I registered all of my UDFs with the Application.MacroOptions( ) function, passing the appropriate parameters (Macro, Category, HelpContextID and HelpFile).
When I click the "Help on this function" link, HH.EXE is invoked with the correct path and file name of my CHM. However, there is no -mapid parameter used for the invocation of HH.EXE. Consequently, when my CHM file is loaded, HH does not go to the desired topic.
Does anyone know or have a guess as to why Excel may be omitting this parameter?
Thank you!
As I understand you want something like shown in the snapshot. Context-sensitive help is complex.
I add sample code for buttons and code for calling the HTMLHelp (CHM) API.

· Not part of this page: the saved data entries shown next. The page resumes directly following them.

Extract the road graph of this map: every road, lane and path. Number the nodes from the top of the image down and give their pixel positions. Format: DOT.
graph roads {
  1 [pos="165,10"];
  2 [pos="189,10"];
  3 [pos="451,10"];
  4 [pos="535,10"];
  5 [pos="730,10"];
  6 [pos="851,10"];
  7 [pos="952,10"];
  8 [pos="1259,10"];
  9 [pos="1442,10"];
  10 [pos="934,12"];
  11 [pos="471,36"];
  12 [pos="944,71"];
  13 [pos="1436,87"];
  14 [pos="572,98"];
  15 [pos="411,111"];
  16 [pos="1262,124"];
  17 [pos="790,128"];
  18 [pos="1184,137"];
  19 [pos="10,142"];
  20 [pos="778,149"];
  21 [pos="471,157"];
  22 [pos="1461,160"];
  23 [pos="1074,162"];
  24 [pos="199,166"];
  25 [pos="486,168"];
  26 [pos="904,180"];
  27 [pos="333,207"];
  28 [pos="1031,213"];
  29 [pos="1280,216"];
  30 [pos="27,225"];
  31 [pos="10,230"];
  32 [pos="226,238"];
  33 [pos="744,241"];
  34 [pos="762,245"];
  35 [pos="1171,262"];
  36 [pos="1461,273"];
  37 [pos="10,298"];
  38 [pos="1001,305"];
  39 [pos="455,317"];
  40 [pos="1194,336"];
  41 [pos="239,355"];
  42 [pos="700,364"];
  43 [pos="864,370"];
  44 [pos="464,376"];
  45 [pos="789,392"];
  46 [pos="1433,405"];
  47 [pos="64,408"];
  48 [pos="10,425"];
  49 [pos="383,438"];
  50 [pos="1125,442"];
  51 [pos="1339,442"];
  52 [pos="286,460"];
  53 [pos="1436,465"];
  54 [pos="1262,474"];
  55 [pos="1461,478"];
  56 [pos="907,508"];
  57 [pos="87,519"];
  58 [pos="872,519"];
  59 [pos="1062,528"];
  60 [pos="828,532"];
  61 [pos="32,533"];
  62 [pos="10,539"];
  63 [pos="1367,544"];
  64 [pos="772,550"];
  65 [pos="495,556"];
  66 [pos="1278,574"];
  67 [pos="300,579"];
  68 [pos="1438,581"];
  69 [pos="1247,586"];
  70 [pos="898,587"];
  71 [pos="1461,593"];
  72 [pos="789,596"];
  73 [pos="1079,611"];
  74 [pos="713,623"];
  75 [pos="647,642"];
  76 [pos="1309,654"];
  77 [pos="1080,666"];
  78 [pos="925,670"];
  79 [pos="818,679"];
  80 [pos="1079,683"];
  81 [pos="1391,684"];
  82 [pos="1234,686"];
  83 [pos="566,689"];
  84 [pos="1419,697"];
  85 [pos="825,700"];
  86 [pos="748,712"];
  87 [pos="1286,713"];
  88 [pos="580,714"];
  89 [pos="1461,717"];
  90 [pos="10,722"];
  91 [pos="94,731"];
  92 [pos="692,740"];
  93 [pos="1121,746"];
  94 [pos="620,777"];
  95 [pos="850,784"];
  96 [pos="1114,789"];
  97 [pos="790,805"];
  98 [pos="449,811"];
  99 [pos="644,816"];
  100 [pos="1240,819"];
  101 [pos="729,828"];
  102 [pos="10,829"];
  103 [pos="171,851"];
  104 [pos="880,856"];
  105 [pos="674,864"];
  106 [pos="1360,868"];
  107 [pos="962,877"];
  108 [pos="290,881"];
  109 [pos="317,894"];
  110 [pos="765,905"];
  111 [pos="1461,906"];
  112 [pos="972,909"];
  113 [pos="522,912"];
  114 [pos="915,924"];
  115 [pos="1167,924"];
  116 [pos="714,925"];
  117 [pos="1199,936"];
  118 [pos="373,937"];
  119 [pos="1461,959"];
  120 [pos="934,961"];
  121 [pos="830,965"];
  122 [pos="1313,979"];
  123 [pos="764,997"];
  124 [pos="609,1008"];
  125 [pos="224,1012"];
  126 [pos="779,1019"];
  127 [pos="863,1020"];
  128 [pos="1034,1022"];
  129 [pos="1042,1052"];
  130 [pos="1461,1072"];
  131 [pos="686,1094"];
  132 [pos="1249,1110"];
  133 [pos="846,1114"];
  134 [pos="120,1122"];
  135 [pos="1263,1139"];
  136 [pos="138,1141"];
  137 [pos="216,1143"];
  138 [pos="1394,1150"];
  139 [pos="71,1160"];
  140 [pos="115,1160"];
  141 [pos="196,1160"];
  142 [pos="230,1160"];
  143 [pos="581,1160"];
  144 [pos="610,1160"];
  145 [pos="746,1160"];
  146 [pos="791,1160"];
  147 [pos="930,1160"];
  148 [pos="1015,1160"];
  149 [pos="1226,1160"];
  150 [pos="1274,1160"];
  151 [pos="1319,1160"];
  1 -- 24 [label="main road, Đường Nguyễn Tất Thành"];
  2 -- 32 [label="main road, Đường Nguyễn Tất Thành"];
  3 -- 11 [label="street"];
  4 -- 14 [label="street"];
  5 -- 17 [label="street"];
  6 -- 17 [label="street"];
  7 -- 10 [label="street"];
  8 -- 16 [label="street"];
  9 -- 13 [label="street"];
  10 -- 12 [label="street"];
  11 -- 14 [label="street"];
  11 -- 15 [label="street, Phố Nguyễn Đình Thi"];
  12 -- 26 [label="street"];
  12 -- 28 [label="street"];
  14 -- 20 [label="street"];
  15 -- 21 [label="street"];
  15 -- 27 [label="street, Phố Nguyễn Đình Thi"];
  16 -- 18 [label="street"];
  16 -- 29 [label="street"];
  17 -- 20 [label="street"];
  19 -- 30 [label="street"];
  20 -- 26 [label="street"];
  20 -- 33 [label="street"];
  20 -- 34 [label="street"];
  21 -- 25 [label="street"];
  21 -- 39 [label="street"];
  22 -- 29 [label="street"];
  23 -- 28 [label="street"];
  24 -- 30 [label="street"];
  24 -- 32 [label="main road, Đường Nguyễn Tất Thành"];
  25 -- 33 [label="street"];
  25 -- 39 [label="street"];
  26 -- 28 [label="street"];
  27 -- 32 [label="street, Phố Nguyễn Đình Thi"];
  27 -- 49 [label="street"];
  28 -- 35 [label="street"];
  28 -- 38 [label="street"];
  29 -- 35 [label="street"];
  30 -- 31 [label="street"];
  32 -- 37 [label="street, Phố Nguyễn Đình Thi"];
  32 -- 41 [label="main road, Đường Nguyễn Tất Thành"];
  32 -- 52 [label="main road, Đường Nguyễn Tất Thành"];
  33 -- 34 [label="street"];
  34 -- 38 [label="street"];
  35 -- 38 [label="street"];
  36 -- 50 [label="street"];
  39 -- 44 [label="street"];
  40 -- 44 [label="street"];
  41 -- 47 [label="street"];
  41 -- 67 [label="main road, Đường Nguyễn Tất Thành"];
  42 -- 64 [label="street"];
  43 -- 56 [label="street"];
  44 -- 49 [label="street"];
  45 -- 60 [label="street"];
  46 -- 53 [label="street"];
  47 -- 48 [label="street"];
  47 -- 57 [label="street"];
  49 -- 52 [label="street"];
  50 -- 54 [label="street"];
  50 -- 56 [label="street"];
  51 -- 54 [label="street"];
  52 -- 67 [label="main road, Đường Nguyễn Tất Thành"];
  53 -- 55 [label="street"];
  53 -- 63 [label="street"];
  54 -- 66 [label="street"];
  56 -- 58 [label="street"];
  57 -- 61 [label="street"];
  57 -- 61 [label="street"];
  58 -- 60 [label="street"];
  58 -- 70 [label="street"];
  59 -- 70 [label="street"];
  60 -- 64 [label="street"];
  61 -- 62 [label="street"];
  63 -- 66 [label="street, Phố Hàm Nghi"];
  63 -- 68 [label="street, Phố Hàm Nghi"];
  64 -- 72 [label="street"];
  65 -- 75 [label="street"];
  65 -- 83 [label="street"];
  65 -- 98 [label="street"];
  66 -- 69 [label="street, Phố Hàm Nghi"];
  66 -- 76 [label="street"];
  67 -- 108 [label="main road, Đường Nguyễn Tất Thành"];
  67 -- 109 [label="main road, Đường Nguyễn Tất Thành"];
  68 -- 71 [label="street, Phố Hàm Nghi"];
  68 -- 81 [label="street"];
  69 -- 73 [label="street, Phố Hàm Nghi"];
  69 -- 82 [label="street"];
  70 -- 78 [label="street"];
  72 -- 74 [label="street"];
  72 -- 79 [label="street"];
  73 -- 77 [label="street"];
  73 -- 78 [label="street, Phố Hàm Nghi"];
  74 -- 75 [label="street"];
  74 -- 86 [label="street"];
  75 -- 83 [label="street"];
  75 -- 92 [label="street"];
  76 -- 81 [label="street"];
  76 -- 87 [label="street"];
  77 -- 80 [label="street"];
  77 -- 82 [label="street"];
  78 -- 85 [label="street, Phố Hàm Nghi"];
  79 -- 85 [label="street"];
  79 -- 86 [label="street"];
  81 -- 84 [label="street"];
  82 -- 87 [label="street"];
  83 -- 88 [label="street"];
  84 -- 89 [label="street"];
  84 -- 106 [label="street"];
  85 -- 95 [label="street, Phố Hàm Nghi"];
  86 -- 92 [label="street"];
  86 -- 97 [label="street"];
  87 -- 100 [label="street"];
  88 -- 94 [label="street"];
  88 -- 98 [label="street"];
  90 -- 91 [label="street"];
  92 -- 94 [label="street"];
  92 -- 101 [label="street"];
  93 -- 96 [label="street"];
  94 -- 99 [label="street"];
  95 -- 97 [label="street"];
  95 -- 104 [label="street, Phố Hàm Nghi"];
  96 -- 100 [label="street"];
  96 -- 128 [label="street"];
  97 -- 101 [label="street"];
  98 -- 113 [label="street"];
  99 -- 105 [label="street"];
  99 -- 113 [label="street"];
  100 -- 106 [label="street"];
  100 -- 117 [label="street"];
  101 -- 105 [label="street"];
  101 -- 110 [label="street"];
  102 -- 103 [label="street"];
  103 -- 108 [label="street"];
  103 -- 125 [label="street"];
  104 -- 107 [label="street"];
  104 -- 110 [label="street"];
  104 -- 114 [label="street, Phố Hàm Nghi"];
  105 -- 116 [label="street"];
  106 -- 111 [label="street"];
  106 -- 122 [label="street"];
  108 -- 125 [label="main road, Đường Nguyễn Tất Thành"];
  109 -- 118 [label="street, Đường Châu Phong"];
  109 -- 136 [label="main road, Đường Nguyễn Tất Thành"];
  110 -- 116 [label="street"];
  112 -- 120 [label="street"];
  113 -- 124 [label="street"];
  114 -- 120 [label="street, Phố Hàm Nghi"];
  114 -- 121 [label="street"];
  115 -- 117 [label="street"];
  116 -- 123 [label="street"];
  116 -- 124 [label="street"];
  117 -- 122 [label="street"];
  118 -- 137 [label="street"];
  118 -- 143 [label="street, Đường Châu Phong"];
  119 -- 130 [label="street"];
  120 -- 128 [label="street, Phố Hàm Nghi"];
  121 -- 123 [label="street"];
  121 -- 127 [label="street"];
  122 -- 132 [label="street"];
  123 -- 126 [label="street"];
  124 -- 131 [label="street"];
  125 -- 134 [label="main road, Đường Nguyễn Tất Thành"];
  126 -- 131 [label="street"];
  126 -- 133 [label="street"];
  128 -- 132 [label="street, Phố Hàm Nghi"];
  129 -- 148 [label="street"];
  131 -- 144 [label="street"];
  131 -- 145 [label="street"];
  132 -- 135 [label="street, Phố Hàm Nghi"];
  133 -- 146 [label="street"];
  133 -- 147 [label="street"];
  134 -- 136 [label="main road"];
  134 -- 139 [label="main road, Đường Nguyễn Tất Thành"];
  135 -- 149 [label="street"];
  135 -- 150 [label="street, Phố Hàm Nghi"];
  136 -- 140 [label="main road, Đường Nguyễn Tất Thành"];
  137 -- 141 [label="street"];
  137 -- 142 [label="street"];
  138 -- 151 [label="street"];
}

Office 2007 is installed on my machine only.
This is done by a HTMLHelp API call (code snippet (1)):
'******************************************************************************
'----- Modul - definition for HTMLHelp
'----- (c) Ulrich Kulle, http://www.help-info.de/en/Visual_Basic_Applications/vba.htm
'----- 2002-08-26 Version 0.2.xxx
'******************************************************************************
'----- Portions of this code courtesy of David Liske.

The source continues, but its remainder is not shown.